In a statement today, Prime Minister Lee Hsien Loong said that Iswaran had submitted his resignation to him on Tuesday, “after the Corrupt Practices Investigation Bureau [CPIB] had given Mr Iswaran formal notice of the charges.” Iswaran has resigned both from the cabinet and from his seat in Parliament. In his response, Lee wrote that he was “disappointed and saddened” that Iswaran was leaving politics in such circumstances, but said that “it was essential that [he] deal with such matters rigorously in accordance with the law.”

Iswaran was arrested along with hotel tycoon Ong Beng Seng in July, after Lee approved an investigation into their conduct. However, the CPIB did not divulge the exact accusations against the pair.

As the Business Times reported, the first corruption charge alleges that Iswaran corruptly obtained S$145,434 ($188,233) worth of tickets to the 2022 Singapore Formula 1 Grand Prix tickets from Ong, the chairman of race promoter Singapore GP. These “gratifications” were allegedly offered in exchange for advancing Ong’s business interests relating to a contract between Singapore GP and the Singapore Tourism Board.

The second corruption charge alleges that Iswaran received private jet and business class flights to and from Doha, and a night at the Four Seasons Doha, through Singapore GP. This is alleged to have been offered in return for “advancing Ong’s interests in matters relating to a contract between Singapore GP and STB, as well as a proposed contract with STB to establish the ABBA Voyage virtual concert in Singapore.”

The charge of obstructing justice involves Iswaran’s alleged repayment of S$5,700 ($4,242) to Singapore GP in May of last year, which was intended to reimburse the cost of the business flight ticket from Doha to Singapore.

The remaining 24 charges are for obtaining valuable items as a public servant. All of these involved tickets to exclusive events, including the Singapore Grand Prix, Premier League football matches, and West End theater productions. He is alleged to have received all of these from Ong, via Singapore GP or through his company Como Holdings (UK) Limited.

Iswaran was first elected as a member of Parliament in 1997, in a group representation constituency on the western side of Singapore island, and played an important role in bringing Formula 1 racing to Singapore in 2008. He was appointed minister for transport in May 2021.

The case marks the first time in nearly four decades that a cabinet minister has been investigated, let alone charged, with corruption.

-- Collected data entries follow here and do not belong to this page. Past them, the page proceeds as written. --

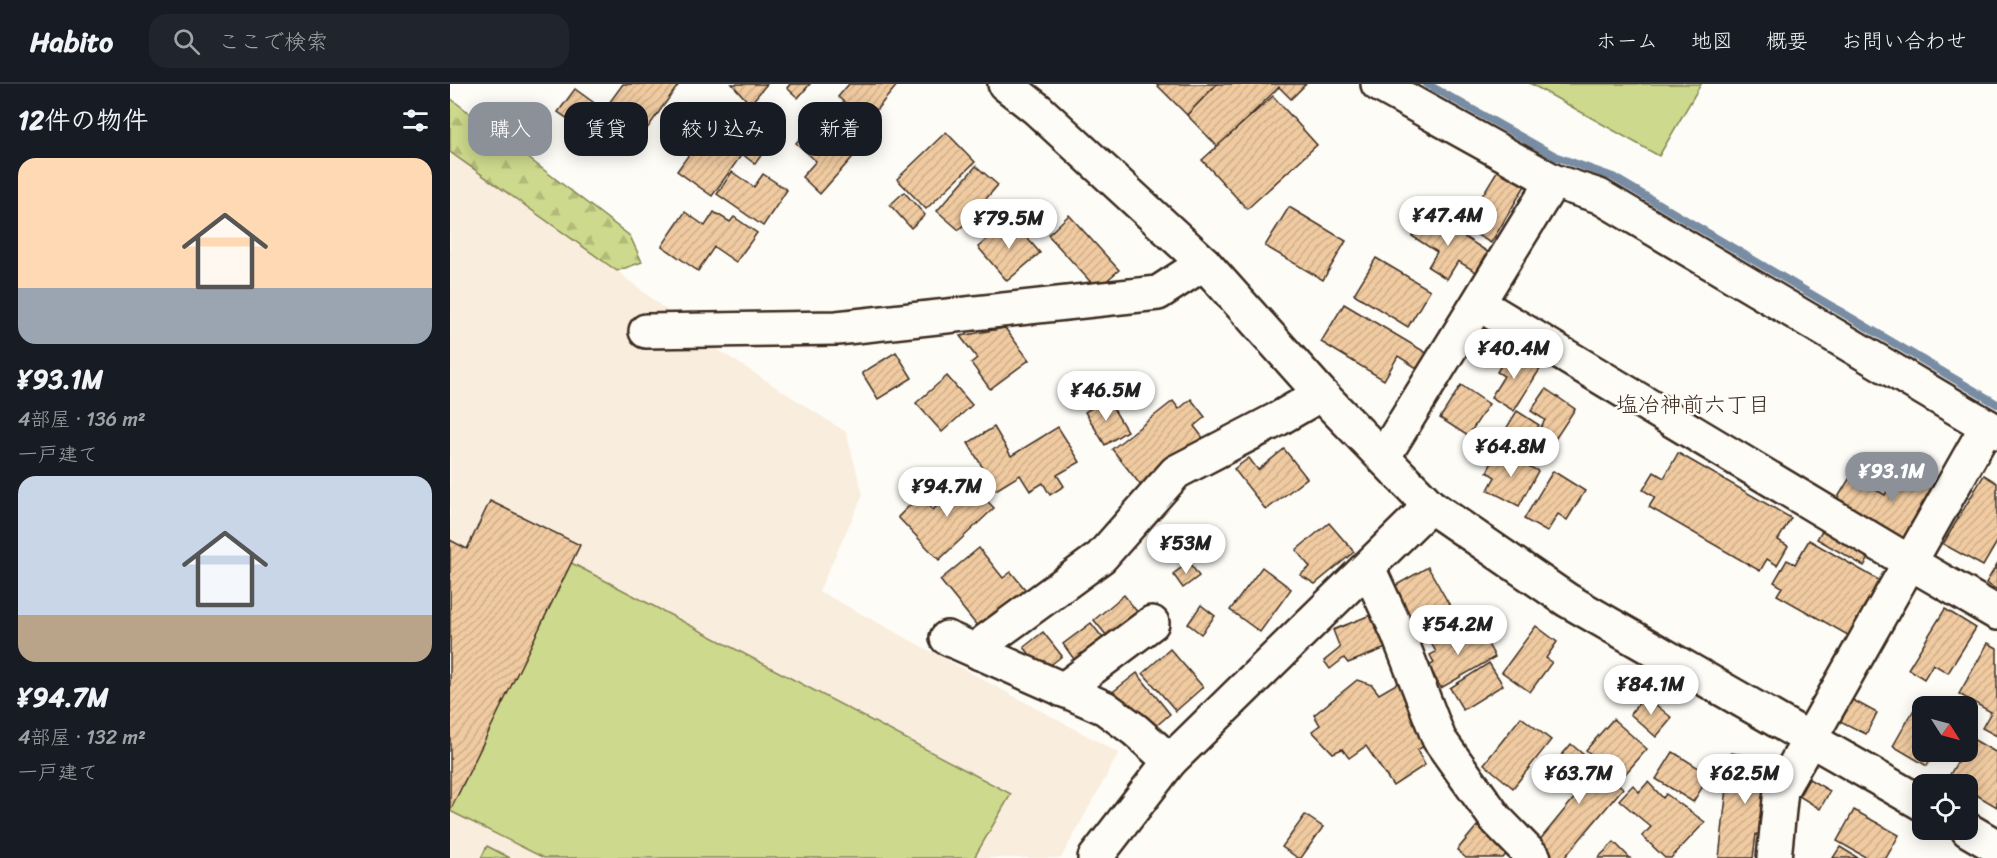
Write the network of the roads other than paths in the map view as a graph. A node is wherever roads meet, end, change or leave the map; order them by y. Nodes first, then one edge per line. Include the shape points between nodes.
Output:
1 (1005, 84) edge
2 (1378, 84) edge
3 (1553, 181) junction
4 (1204, 263) junction
5 (1479, 304) junction
6 (646, 331) dead end
7 (1322, 394) junction
8 (1992, 429) edge
9 (1384, 456) junction
10 (1430, 506) junction
11 (1909, 562) junction
12 (1368, 568) junction
13 (1997, 613) edge
14 (1152, 622) dead end
15 (947, 638) dead end
16 (980, 653) junction
17 (1063, 690) junction
18 (1810, 738) junction
19 (1170, 761) junction
20 (1912, 798) edge
21 (1978, 836) edge
22 (1997, 847) edge
23 (1100, 856) edge
24 (1534, 858) edge
25 (1774, 858) edge

1 - 4 street
2 - 3 street
3 - 5 street
3 - 8 street via 1599,196
4 - 6 street via 1158,292 837,328
4 - 7 street
5 - 9 street
5 - 11 street
7 - 9 street
7 - 16 street via 1176,472 1101,556 986,641
8 - 11 street
9 - 10 street
10 - 12 street
10 - 18 street via 1567,600
11 - 13 street
11 - 18 street
12 - 19 street
12 - 24 street via 1439,739 1496,819
14 - 17 street
15 - 16 street
16 - 17 street
17 - 19 street via 1105,708
18 - 20 street
18 - 25 street via 1781,790
19 - 23 street
21 - 22 street

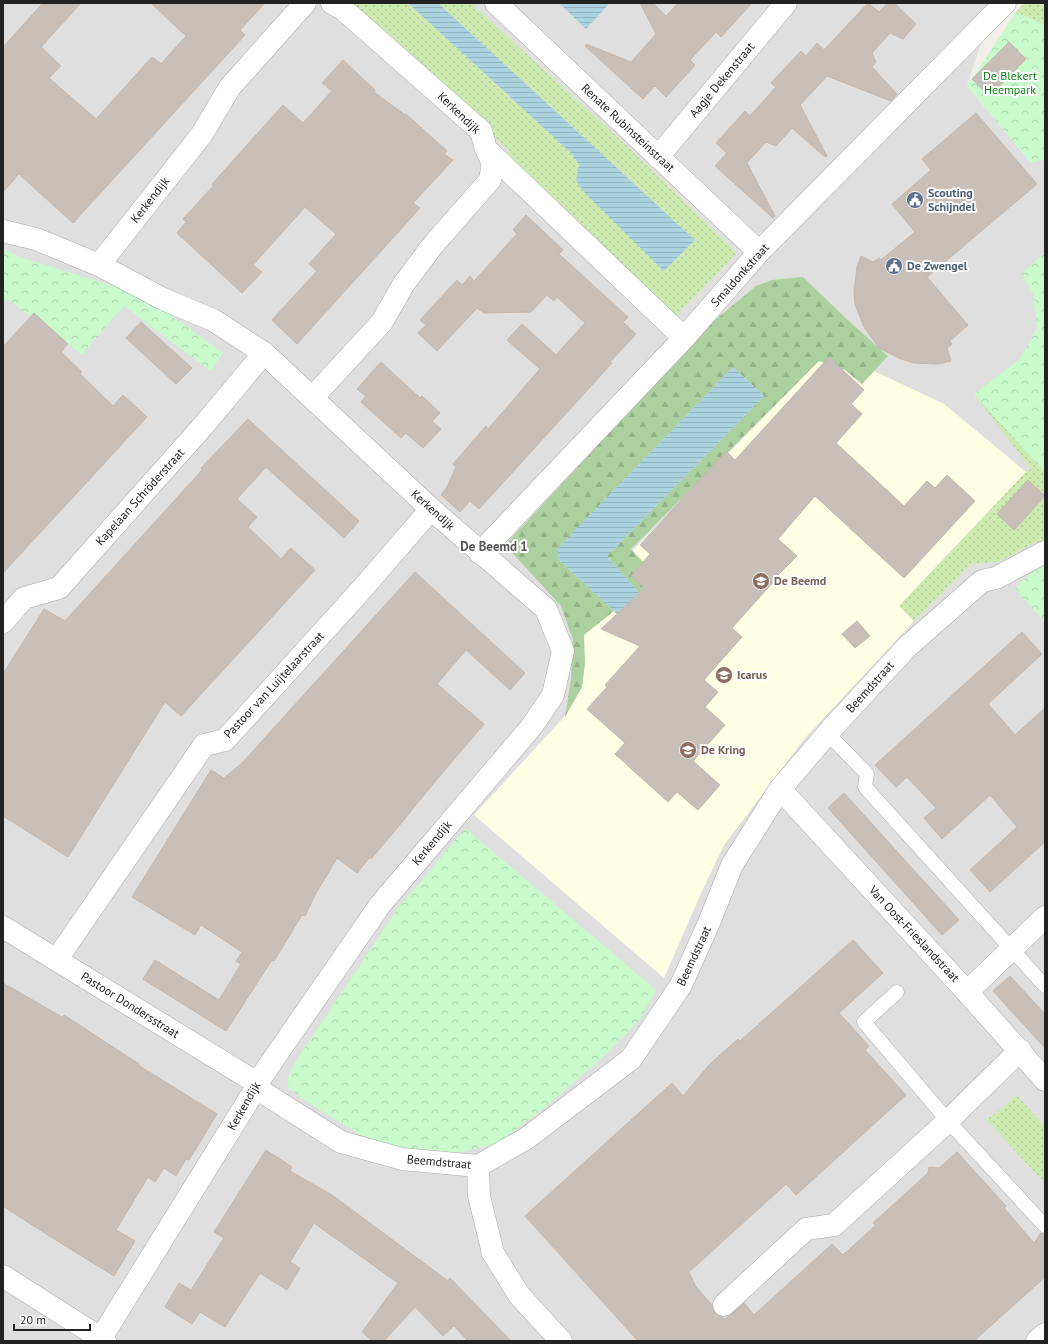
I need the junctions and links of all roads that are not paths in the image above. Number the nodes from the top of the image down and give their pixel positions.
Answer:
1 (305, 3) edge
2 (332, 3) edge
3 (496, 3) edge
4 (786, 3) edge
5 (1005, 3) edge
6 (486, 149) junction
7 (658, 157) junction
8 (3, 231) edge
9 (759, 252) junction
10 (99, 265) junction
11 (684, 338) junction
12 (264, 353) junction
13 (313, 397) junction
14 (431, 510) junction
15 (480, 552) junction
16 (1045, 552) edge
17 (3, 622) edge
18 (828, 734) junction
19 (780, 789) junction
20 (1045, 917) edge
21 (3, 927) edge
22 (1012, 949) junction
23 (57, 960) junction
24 (1045, 986) edge
25 (896, 992) dead end
26 (967, 992) junction
27 (1020, 1050) junction
28 (1045, 1080) edge
29 (256, 1085) junction
30 (948, 1121) junction
31 (478, 1166) junction
32 (1045, 1226) edge
33 (3, 1276) edge
34 (724, 1304) dead end
35 (1045, 1334) edge
36 (103, 1340) edge
37 (561, 1341) edge
38 (1037, 1341) edge

1 - 10 street, Kerkendijk
2 - 6 street, Kerkendijk
3 - 7 street, Renate Rubinsteinstraat
4 - 7 street, Aagje Dekenstraat
5 - 9 street, Smaldonkstraat
6 - 11 street
6 - 13 street, Kerkendijk
7 - 9 street, Renate Rubinsteinstraat
8 - 10 street, Kerkendijk
9 - 11 street, Smaldonkstraat
10 - 12 street, Kerkendijk
11 - 15 street, Smaldonkstraat
12 - 13 street, Kerkendijk
12 - 17 street, Kapelaan Schröderstraat
13 - 14 street, Kerkendijk
14 - 15 street, Kerkendijk
14 - 23 street, Pastoor van Luijtelaarstraat
15 - 29 street, Kerkendijk
16 - 18 street, Beemdstraat
18 - 19 street, Beemdstraat
18 - 22 lane
19 - 26 street, Van Oost-Frieslandstraat
19 - 31 street, Beemdstraat
20 - 22 street
21 - 23 street, Pastoor Dondersstraat
22 - 24 lane
22 - 26 street
23 - 29 street, Pastoor Dondersstraat
25 - 30 lane
26 - 27 street, Van Oost-Frieslandstraat
27 - 28 street, Van Oost-Frieslandstraat
27 - 30 street
29 - 31 street, Beemdstraat
29 - 36 street, Kerkendijk
30 - 32 lane
30 - 34 street
31 - 37 street
33 - 36 street
35 - 38 street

As one observer noted on X (formerly Twitter), the last to be investigated was Minister for National Development Teh Cheang Wan in 1986.

As the CPIB recalls on its website, Teh “was investigated for accepting bribes totaling $1 million from two private companies for helping them retain and buy over a piece of state land for private development.” Before being formally charged, however, he committed suicide, leaving a letter to then Prime Minister Lee Kuan Yew expressing his remorse and stating that he should “pay the highest price for his mistake.”

The infrequency of these cases speaks to the successes that Singapore has had in taming corruption. It has done so in large part by offering civil servants unusually high salaries while making the punishments for corruption correspondingly harsh. While the total value of the alleged amount obtained by Iswaran is hardly astronomical, especially by the prevailing regional standards, it remains unclear if the judges will take this into account in the event of his conviction. Given the People’s Action Party’s strict no-tolerance attitude toward corruption, and its determination to uphold its reputation for squeaky-clean and frictionless governance, there is an equal chance that the court makes an example of him.

If found guilty of all of the charges, Iswaran could conceivably spend the rest of his life behind bars. The charge of “corruptly obtaining gratification” under the Prevention of Corruption Act carries up to seven years in prison, as does the obstruction of justice charge. Each of the 24 charges of obtaining a valuable thing as a public servant carries prison terms of up to two years.